● **Your assignment**: Please repeat each line below exactly, with no images in the copy.

· · · ·

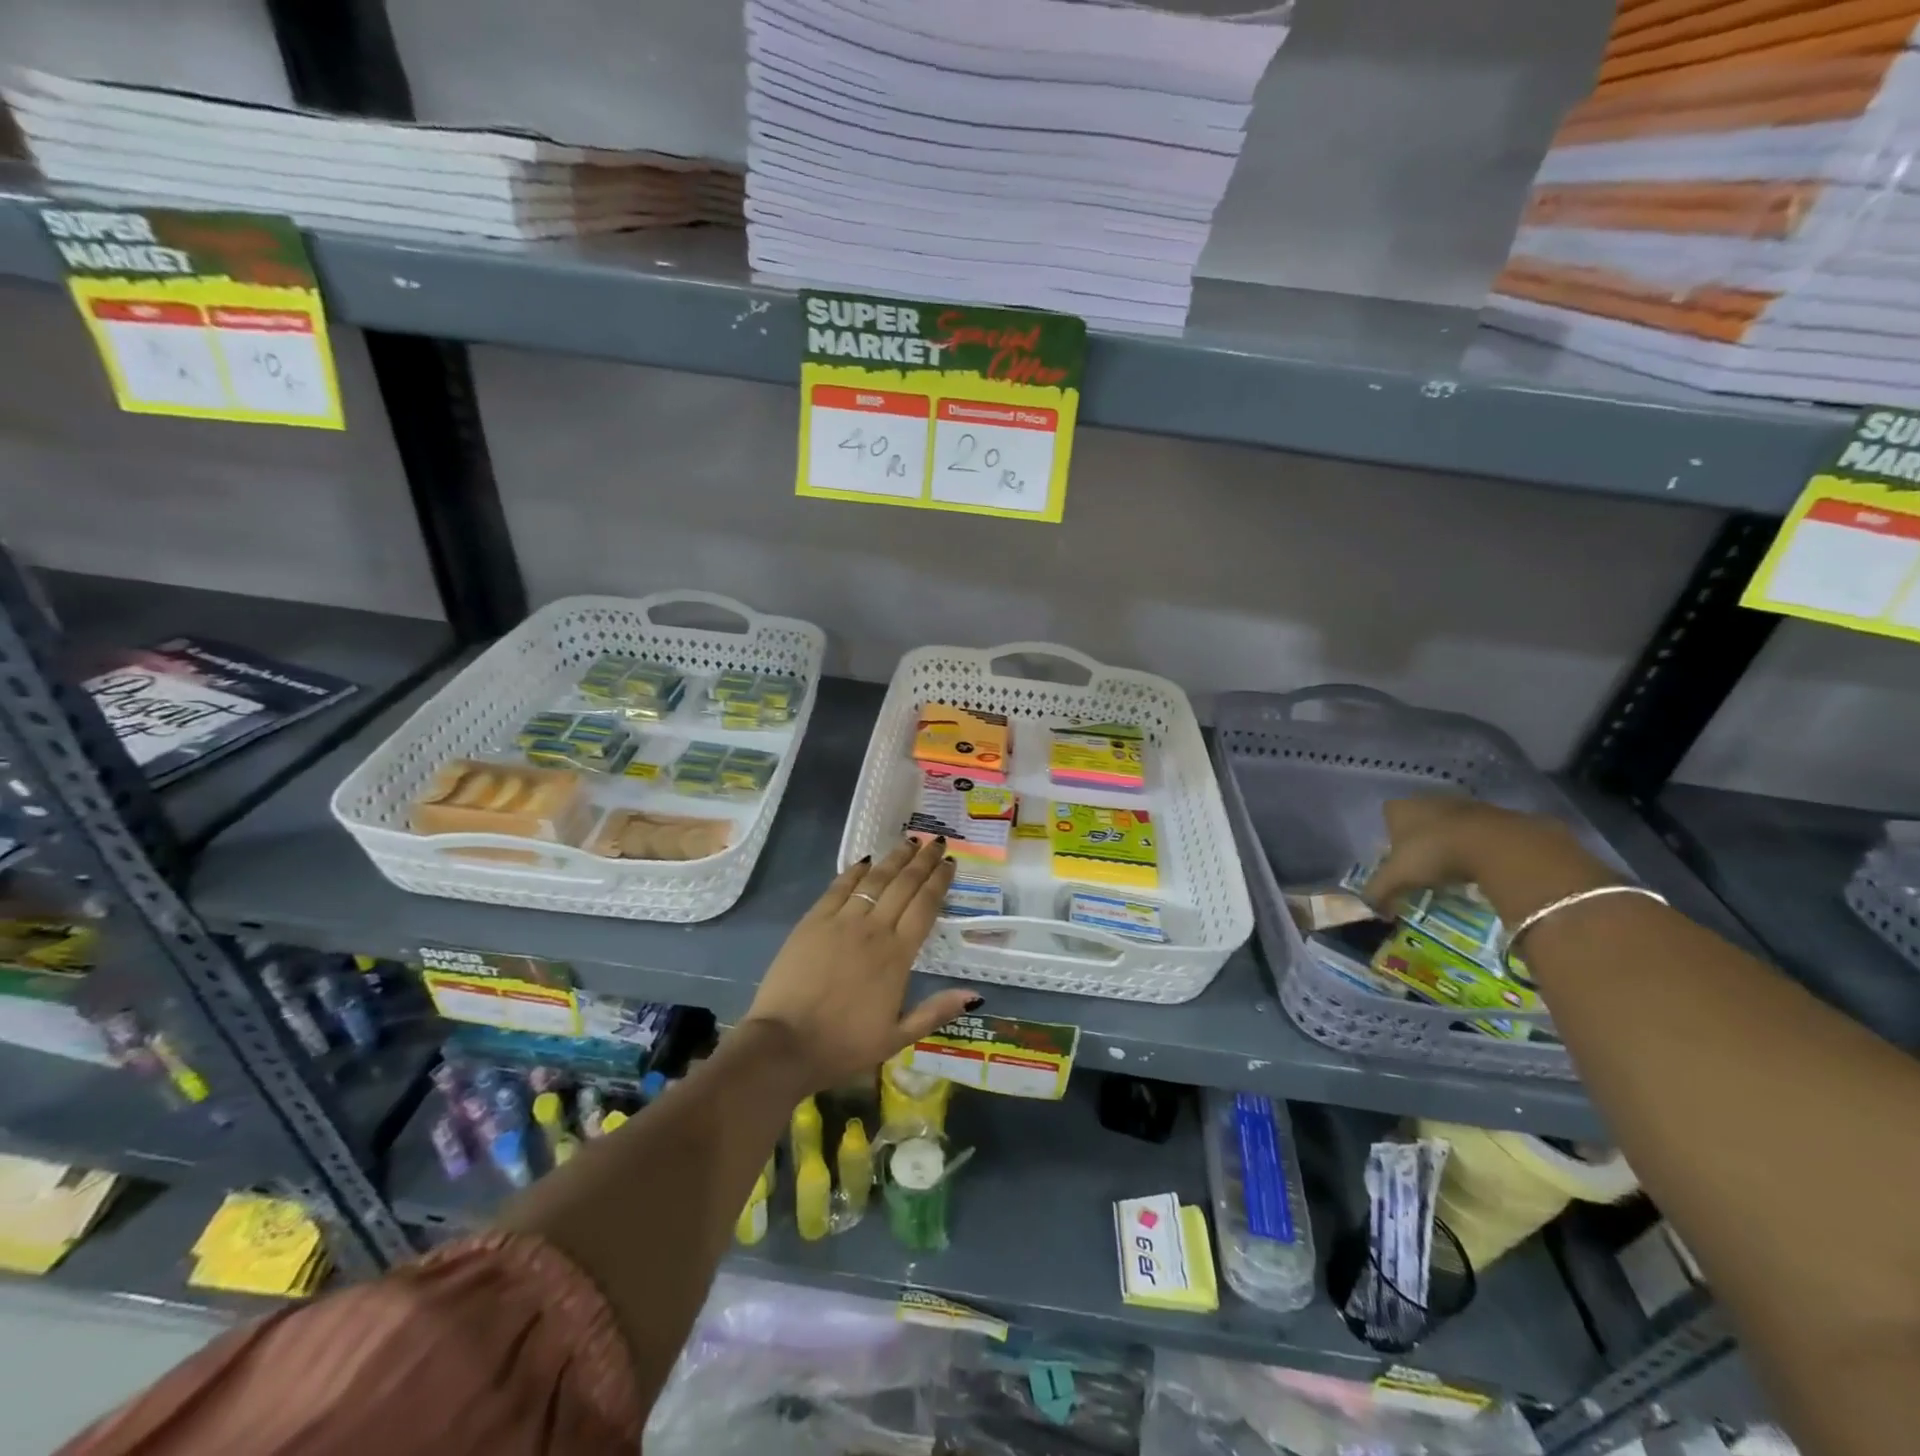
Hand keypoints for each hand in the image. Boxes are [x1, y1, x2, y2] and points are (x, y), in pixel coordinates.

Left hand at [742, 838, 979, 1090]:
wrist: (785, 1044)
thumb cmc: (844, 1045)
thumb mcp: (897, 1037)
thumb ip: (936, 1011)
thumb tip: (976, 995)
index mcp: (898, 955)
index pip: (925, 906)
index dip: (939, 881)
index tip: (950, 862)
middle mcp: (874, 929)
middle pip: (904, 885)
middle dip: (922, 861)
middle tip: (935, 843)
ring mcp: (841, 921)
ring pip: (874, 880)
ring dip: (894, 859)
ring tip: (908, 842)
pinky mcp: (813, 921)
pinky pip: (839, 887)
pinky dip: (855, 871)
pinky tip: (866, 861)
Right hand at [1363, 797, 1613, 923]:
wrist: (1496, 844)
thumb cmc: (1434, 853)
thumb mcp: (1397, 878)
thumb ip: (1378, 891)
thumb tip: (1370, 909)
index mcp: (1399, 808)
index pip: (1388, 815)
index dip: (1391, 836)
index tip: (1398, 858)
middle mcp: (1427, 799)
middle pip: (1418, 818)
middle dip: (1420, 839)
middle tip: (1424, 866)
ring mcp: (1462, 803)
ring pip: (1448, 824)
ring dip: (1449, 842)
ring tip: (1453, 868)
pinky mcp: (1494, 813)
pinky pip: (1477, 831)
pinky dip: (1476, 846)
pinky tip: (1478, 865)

· · · ·

● **Response box**:
Hand keypoints for each hand in the image. Boxes are [x1, y1, x2, y2] and points are (x, y), in pixel coordinates.

Left hand at [742, 838, 979, 1090]:
wrist: (785, 1044)
thumb cmc: (844, 1045)
thumb mcp: (897, 1037)
thumb ip: (936, 1011)
thumb tip: (976, 995)
index mcp: (898, 955)
index pip: (925, 906)
index dip: (939, 881)
index tip: (950, 862)
middle mcp: (874, 929)
middle pip: (904, 885)
middle dip: (922, 861)
middle tip: (935, 843)
ring mcp: (841, 921)
ring pip: (874, 880)
ring dip: (894, 859)
ring tip: (908, 842)
pinky mcp: (813, 921)
pinky pip: (839, 887)
pinky dip: (855, 871)
pinky tip: (866, 861)
Right hand at [1363, 797, 1613, 923]:
wrist: (1496, 844)
thumb cmc: (1434, 853)
thumb mcp: (1397, 878)
thumb ip: (1378, 891)
thumb tip: (1370, 909)
index mcp: (1399, 808)
index pip: (1388, 815)
index dip: (1391, 836)
index tip: (1398, 858)
middle mcp: (1427, 799)
middle pip: (1418, 818)
middle dip: (1420, 839)
middle tip: (1424, 866)
ring mcp: (1462, 803)
ring pip: (1448, 824)
ring dip: (1449, 842)
ring tip: (1453, 868)
pinky mcp: (1494, 813)
pinky pip: (1477, 831)
pinky dip: (1476, 846)
pinky tip: (1478, 865)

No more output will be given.